_Aim of the task:_ Look through the listing below and report every line that contains "from".
** Supplied records follows **
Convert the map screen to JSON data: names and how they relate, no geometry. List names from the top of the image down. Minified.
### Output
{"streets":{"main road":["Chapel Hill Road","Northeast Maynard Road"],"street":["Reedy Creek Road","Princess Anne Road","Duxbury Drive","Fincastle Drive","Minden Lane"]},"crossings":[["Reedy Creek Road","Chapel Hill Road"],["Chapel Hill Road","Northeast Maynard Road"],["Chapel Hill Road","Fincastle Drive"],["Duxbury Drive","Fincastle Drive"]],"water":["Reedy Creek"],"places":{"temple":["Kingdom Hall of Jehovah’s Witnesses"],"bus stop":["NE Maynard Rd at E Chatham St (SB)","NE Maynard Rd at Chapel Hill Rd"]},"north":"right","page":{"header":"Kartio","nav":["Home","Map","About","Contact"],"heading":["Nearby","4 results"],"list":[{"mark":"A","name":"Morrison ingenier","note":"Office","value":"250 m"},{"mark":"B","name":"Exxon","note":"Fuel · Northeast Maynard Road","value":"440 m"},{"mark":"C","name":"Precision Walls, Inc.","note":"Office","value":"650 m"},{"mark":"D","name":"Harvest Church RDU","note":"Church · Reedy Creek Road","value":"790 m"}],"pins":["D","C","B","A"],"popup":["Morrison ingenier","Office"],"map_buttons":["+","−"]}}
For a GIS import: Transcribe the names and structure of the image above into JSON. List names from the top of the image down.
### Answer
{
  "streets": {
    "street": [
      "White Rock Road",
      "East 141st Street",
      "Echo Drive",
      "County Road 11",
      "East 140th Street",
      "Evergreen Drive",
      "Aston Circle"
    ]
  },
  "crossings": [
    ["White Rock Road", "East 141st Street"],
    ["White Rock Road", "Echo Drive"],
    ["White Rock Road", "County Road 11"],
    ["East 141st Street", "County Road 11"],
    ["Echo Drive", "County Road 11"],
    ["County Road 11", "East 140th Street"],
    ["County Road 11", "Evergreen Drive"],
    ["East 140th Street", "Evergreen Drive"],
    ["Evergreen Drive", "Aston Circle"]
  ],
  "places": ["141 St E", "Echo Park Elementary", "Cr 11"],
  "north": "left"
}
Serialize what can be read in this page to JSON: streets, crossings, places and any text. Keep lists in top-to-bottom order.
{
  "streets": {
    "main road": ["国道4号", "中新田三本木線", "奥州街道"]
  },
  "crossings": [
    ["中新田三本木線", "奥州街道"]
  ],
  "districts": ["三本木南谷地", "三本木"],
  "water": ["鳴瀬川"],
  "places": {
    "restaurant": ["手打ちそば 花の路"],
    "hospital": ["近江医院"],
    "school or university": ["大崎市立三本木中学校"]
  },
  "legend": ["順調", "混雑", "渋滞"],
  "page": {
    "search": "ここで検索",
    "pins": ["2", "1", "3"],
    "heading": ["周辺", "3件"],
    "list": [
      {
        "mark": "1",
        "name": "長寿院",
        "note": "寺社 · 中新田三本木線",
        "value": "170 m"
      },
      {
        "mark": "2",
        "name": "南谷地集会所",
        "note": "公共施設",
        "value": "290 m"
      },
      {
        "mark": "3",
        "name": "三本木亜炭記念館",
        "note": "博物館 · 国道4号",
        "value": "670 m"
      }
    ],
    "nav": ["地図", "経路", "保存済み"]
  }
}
** End of Supplied records **
_Solution to the exercise:_
Convert the map screen to JSON data: names and how they relate, no geometry. List names from the top of the image down. Minified.
For a GIS import: Transcribe the names and structure of the image above into JSON. List names from the top of the image down.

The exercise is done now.